Then again, we note the emphasis and the repetition here of the thought of faith. "To every one that believeth"; "From faith on to faith"; "The just man on faith shall live." Here, if anywhere, we shall find ample commentary in the Epistle. Only let us remember from the first that in the Roman Epistle, as everywhere in the New Testament, we shall see "faith" used in its natural and human sense; we shall find that it means personal reliance. Fides est fiducia, "Faith is trust," say the masters of Reformation theology. Refellitur inanis hæreticorum fiducia, "We refute the heretics' empty 'trust,'" says the Council of Trent[12] against them; but in vain. Faith is trust. It is in this sense that our Lord Jesus Christ, in the Gospels, invariably uses the word. For this is its human sense, its sense in the street and market; and the Lord, the Man of men, uses the dialect of His race. Faith, infinitely wonderful and mysterious from some points of view, is the simplest thing in the world from others. That sinners, conscious of their guilt, should be brought so to see their Judge's heart as to take His word of peace to mean what it says, is miracle. But that they should trust His word, having seen His heart, is nature, illuminated and led by grace, but nature still. The "faith" of Jesus Christ and the Apostles is trust. It is not a faculty for mystical intuitions. It is our taking the Trustworthy at His word. It is the opening of a mendicant hand to receive the gold of Heaven; the opening of dying lips to receive the water of life. It is that which makes a void place for Jesus Christ to fill, that He may be man's Merit, man's Peace, and man's Power.

Hence the overwhelming prominence of faith in the Gospel. It is the correlative of the overwhelming, the absolute, prominence of Jesus Christ. Christ is all. Faith is man's acceptance of Him as such. "Justification by Faith" is not acceptance because faith is a valuable thing, a merit, a recommendation, a virtue.[13] It is acceptance because of Jesus Christ, whom man, dropping all other hopes, receives. It is, let us repeat it, the sinner's empty hand and parted lips. It has absolutely nothing to do with earning the gift of God, the water and the bread of God; it has all to do with taking it. This we shall see open out before us as we proceed.

So the Gospel "unveils God's righteousness"; it draws the curtains from His glorious secret. And as each fold is lifted, the glad beholder looks on "from faith to faith." He finds that this reliance is to be his part; first, last, midst, and without end. He takes Jesus Christ by faith; he holds Him by faith; he uses Him by faith; he lives, he dies, in Him by faith; that is to say, always by Him, by Him received, held, used.

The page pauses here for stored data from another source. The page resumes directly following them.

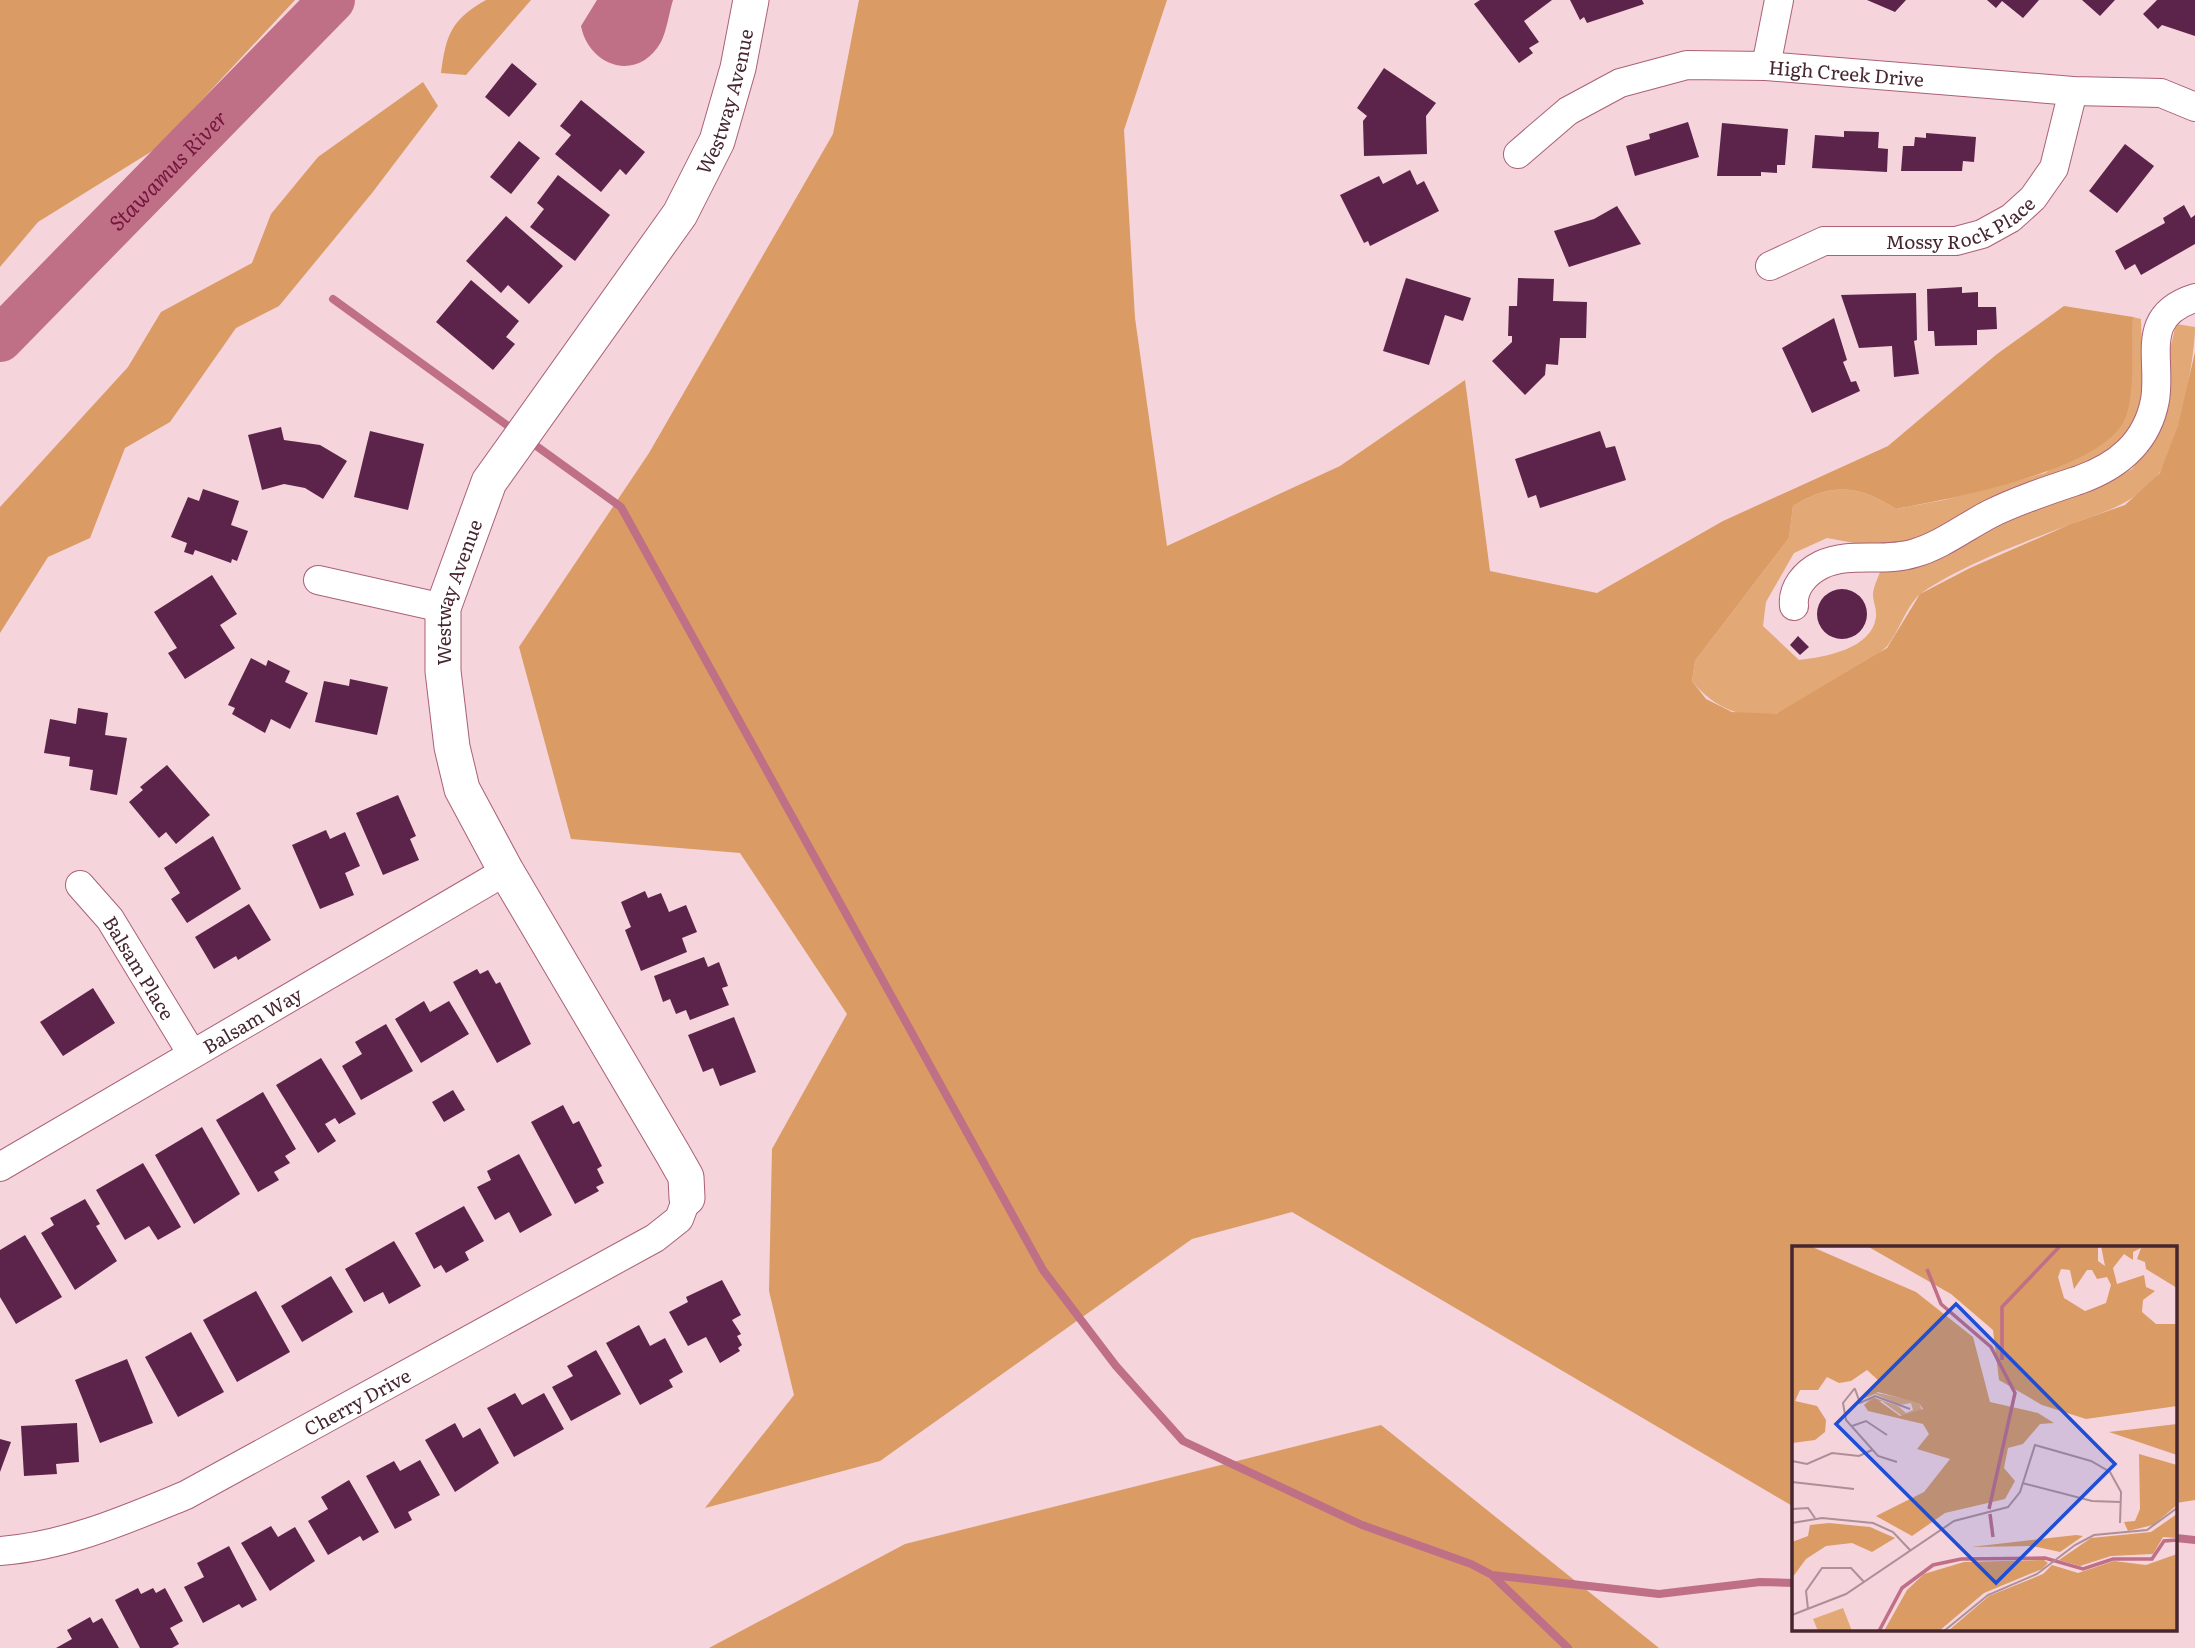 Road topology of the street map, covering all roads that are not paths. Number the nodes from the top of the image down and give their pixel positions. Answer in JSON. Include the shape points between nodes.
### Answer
{"nodes":[{"id":1,"x":751,"y":0,"type":"edge"},
{"id":2,"x":1779,"y":0,"type":"edge"},
{"id":3,"x":1766,"y":66,"type":"junction"},
{"id":4,"x":2073,"y":91,"type":"junction"},
{"id":5,"x":2195,"y":107,"type":"edge"},
{"id":6,"x":1518,"y":154,"type":"dead end"},
{"id":7,"x":1770,"y":266,"type":"dead end"},
{"id":8,"x":2195,"y":298,"type":"edge"},
{"id":9,"x":318,"y":580,"type":"dead end"},
{"id":10,"x":1794,"y":606,"type":"dead end"},
{"id":11,"x":443,"y":608,"type":"junction"},
{"id":12,"x":506,"y":871,"type":"junction"},
{"id":13,"x":80,"y":885,"type":"dead end"},
{"id":14,"x":192,"y":1054,"type":"junction"},
{"id":15,"x":0,"y":1167,"type":"edge"},
{"id":16,"x":687,"y":1198,"type":"joint"},
{"id":17,"x":0,"y":1551,"type":"edge"}],
"edges":[{"from":1,"to":11,"type":"street","name":"Westway Avenue","via":[[738,68],[711,153],[666,235],[489,482]]},
{"from":2,"to":3,"type":"street"},
{"from":3,"to":4,"type":"street","name":"High Creek Drive"},
{"from":3,"to":6,"type":"street","name":"High Creek Drive","via":[[1688,65],[1620,83],[1569,111]]},
{"from":4,"to":5,"type":"street","name":"High Creek Drive","via":[[2161,93]]},
{"from":4,"to":7,"type":"street","name":"Mossy Rock Place","via":[[2054,167],[2011,218],[1982,234],[1956,241],[1824,241]]},
{"from":8,"to":10,"type":"street","via":[[2174,308],[2157,330],[2155,399],[2137,444],[2124,457],[2106,469],[1990,514],[1916,553],[1888,560],[1837,558],[1818,566],[1801,580],[1793,595]]},
{"from":9,"to":11,"type":"street"},
{"from":11,"to":12,"type":"street","name":"Westway Avenue","via":[[443,671],[462,789]]},
{"from":12,"to":14,"type":"street","name":"Balsam Way"},
{"from":12,"to":16,"type":"street","name":"Westway Avenue","via":[[673,1154],[685,1177]]},
{"from":13,"to":14,"type":"street","name":"Balsam Place","via":[[110,919]]},
{"from":14,"to":15,"type":"street","name":"Balsam Way"},
{"from":16,"to":17,"type":"street","name":"Cherry Drive","via":[[679,1219],[655,1238],[186,1495],[49,1545]]}]}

Then lastly, we mark the quotation from the Prophet, who, for the Apostle, is the organ of the Holy Ghost. What Habakkuk wrote is, for Paul, what God says, God's Word. The Prophet, as we refer to his brief pages, manifestly finds his occasion and his first significance in the then state of his country and his people. If we please, we may explain the words as a patriot's contribution to the politics of Jerusalem, and pass on. But if so, we pass on upon a road unknown to our Lord and His Apostles. To Him, to them, the prophecies had more in them than the Prophets knew; and Habakkuk's appeal to Judah to retain the Lord Jehovah among them in all His peace and power, by trusting Him, is known by St Paul to be for all time an oracle about the work of faith. So he sees it in a message straight to the soul which asks how, if Christ is God's Righteousness, shall I, a sinner, win Christ for me. "Wouldst thou indeed be just with God, right with Him as Judge, accepted by the Holy One? Take His Son in the empty arms of mere trust, and He is thine for this need, and for all."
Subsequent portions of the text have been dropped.